Divrei Torah on the weekly portions
"When a person has the physical symptoms of the spiritual disease Tzara’at … he must call out: ‘[I am] Impure! [I am] Impure!’" (VaYikra 13:45).
The Gemara inquires why the Metzora (a person afflicted with Tzara’at) is required to call out at all and why use the double expression: ‘[I am] Impure! [I am] Impure!’? (Mo’ed Katan 5a).
The Gemara answers that one mention of ‘Impure’ is to notify people to stay away so they do not become contaminated. The other mention of ‘Impure’ is to inform the public to pray to God for his recovery.
But why does the Metzora need others to pray on his behalf? Why can’t he just pray himself?
The classic cause for contracting this Tzara’at disease is the habitual speaking of Lashon Hara (Evil speech) (Rambam, Tumat Tzara’at 16:10). Lashon Hara essentially refers to non-constructive statements that are either derogatory or potentially harmful to a third party.

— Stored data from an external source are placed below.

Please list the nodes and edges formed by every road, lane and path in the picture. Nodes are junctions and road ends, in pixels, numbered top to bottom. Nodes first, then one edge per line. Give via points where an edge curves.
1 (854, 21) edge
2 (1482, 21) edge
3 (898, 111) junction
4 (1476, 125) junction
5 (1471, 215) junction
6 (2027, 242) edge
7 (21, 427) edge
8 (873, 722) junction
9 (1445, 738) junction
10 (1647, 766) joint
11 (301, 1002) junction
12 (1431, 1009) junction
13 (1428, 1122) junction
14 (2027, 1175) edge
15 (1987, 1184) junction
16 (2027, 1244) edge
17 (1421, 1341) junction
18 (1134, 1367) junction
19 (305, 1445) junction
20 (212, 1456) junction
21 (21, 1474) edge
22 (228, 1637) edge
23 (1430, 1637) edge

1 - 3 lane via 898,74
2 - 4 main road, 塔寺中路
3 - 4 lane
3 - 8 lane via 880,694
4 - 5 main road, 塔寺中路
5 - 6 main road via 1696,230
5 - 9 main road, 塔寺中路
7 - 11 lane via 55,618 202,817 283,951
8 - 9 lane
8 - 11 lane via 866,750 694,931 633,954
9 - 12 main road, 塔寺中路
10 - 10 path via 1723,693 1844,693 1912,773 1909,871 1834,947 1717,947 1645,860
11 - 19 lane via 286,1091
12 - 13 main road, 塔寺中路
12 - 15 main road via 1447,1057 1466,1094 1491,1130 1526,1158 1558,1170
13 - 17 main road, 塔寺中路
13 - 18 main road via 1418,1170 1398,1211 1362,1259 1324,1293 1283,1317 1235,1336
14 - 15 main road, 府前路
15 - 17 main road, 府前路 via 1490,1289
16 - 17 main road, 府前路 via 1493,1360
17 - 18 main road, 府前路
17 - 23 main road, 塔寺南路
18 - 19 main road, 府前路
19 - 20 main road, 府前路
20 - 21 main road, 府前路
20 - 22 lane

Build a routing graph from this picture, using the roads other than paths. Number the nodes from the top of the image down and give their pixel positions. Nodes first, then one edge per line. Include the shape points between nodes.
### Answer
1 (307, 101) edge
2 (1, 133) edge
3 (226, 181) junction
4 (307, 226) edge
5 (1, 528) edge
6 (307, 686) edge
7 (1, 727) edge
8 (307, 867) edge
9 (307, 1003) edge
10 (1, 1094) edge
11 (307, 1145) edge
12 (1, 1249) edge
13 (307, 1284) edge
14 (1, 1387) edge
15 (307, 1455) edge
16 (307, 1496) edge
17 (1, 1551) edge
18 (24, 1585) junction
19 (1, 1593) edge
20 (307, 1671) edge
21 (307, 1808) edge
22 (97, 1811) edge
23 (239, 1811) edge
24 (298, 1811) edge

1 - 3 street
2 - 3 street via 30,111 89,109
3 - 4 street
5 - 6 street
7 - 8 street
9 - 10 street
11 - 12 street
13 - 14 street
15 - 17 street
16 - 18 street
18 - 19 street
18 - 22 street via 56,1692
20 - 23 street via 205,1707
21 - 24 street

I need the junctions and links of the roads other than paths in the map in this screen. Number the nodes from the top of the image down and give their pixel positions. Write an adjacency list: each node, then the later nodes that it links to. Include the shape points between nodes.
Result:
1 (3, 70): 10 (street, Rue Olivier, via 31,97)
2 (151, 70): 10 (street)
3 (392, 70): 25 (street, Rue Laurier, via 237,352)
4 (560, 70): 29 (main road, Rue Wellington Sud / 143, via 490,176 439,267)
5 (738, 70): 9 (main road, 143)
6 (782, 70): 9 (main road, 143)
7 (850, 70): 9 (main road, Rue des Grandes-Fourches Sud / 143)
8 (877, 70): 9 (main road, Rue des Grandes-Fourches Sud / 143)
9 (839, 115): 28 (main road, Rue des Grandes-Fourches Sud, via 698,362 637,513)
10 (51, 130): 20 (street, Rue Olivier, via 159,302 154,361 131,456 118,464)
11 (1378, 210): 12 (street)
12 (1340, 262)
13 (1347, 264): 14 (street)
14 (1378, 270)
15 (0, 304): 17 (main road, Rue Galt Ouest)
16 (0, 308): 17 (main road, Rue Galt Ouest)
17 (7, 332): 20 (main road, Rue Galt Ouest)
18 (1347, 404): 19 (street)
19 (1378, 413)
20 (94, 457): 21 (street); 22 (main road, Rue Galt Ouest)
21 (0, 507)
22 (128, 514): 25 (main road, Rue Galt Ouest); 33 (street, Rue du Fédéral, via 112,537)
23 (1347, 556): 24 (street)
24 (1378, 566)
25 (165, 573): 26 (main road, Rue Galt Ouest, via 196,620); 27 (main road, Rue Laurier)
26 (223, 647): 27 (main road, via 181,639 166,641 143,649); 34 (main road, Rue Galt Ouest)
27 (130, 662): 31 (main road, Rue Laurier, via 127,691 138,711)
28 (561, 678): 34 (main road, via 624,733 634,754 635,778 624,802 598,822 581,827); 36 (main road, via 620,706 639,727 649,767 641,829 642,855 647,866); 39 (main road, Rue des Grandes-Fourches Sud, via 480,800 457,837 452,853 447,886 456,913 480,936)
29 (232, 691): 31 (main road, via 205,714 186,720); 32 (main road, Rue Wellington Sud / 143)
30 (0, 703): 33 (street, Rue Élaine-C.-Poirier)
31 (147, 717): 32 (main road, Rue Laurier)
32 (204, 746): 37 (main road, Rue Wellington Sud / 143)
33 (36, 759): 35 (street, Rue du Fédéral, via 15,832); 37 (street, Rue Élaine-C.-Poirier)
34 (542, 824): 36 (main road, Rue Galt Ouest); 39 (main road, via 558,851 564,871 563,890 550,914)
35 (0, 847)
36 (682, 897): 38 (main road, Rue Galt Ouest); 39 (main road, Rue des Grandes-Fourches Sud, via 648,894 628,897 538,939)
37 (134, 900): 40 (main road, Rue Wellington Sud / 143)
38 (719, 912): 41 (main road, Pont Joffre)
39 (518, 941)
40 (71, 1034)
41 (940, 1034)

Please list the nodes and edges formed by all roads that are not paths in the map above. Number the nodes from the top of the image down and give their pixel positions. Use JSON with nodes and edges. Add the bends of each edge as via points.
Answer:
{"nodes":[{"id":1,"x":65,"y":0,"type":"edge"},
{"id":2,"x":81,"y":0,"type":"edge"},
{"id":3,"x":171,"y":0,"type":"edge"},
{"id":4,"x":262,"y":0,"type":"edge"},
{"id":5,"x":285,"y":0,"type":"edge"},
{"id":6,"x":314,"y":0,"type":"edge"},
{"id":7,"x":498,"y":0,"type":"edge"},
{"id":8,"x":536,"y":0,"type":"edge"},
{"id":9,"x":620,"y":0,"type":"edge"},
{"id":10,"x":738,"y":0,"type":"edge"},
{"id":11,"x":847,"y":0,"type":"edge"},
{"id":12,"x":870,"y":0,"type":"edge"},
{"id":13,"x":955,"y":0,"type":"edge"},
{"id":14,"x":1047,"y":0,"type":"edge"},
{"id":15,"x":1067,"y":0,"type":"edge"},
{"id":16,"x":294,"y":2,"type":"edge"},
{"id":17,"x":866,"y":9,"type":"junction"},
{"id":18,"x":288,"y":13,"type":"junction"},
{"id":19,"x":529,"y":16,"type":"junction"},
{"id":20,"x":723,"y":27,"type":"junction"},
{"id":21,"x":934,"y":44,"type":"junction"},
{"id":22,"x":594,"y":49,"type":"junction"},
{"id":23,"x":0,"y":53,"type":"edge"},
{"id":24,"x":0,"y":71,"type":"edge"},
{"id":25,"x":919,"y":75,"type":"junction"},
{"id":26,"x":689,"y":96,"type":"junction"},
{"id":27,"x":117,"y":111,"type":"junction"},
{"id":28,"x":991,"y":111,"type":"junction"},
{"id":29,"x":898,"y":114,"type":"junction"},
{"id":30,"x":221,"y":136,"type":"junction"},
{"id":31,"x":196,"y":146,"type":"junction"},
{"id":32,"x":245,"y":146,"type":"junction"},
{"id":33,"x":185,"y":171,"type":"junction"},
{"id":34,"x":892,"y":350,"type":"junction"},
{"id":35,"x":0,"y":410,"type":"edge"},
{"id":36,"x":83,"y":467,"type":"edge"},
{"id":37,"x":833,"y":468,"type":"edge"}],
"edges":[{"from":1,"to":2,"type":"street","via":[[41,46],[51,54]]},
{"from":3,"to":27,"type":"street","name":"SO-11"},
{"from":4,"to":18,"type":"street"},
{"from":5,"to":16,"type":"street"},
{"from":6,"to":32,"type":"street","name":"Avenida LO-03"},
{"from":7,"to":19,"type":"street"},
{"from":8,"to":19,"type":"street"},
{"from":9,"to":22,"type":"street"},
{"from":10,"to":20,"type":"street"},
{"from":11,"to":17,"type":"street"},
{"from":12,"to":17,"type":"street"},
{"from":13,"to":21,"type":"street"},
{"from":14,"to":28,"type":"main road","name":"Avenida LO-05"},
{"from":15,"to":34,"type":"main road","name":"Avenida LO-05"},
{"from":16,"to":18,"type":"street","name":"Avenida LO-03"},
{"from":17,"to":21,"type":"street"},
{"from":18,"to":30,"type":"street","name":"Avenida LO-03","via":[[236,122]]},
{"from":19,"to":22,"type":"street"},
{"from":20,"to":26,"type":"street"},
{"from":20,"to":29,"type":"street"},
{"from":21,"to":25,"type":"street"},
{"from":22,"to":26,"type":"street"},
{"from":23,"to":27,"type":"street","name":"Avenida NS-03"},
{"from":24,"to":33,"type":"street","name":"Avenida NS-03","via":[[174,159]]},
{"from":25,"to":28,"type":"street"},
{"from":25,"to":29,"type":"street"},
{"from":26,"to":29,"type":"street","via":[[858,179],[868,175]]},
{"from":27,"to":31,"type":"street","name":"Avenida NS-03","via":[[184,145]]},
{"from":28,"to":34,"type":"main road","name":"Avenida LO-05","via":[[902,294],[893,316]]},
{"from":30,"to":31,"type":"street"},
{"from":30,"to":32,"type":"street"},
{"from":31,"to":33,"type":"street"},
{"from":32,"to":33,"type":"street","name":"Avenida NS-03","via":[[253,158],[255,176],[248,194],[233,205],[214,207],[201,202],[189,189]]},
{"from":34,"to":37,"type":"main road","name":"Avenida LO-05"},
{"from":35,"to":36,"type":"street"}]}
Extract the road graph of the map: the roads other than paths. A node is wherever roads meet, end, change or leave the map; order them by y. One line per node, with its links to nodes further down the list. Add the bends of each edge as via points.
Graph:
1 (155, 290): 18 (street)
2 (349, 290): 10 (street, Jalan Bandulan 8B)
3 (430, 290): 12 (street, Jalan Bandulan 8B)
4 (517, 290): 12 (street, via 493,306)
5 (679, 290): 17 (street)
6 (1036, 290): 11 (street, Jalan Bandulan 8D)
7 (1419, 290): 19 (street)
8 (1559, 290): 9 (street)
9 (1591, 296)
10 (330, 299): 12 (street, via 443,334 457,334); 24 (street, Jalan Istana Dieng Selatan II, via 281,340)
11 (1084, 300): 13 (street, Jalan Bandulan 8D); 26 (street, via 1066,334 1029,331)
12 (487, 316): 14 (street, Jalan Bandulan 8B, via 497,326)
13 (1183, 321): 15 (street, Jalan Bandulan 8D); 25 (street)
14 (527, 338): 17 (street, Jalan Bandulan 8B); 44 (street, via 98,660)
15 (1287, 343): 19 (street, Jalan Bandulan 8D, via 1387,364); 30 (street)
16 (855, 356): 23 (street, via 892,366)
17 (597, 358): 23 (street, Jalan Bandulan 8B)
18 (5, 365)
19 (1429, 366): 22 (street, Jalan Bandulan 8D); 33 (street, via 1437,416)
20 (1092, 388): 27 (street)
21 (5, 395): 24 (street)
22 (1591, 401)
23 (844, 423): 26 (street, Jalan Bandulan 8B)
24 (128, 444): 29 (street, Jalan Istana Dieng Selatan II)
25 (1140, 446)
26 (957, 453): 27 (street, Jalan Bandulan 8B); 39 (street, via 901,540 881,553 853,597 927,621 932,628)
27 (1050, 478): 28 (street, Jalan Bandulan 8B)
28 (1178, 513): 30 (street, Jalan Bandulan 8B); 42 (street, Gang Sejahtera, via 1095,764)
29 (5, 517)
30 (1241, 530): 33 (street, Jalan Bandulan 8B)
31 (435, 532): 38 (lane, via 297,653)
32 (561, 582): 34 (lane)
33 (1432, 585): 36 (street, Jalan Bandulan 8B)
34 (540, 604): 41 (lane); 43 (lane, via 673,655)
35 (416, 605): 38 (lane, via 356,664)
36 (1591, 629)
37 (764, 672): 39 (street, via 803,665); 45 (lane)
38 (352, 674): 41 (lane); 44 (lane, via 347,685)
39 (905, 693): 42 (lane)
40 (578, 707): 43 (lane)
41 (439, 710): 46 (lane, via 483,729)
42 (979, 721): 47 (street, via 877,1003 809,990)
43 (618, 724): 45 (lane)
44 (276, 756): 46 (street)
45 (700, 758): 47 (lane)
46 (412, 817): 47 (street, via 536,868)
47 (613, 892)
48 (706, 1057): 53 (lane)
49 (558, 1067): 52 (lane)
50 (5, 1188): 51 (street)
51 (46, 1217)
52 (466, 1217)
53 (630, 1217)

The Zohar explains that God will not listen to the prayers of habitual speakers of Lashon Hara. That is why the Metzora needs others to pray for him.
Deliberately looking for the faults, rather than the merits, of others and talking about them to one’s friends brings with it the horrific consequence that such people will not be listened to by God, however strongly they pray and cry out and however many other good qualities that they may have.
It is told that the Chafetz Chaim, who was famous for his care with speech and who composed several books on this matter, had an original way to protect himself from speaking or hearing any Lashon Hara. As a person entered his room to speak to him, he would immediately begin talking with him words of Torah and ethical improvement until the person left. In this way, he ensured that the conversation would not drift into topics which involved talking about other people.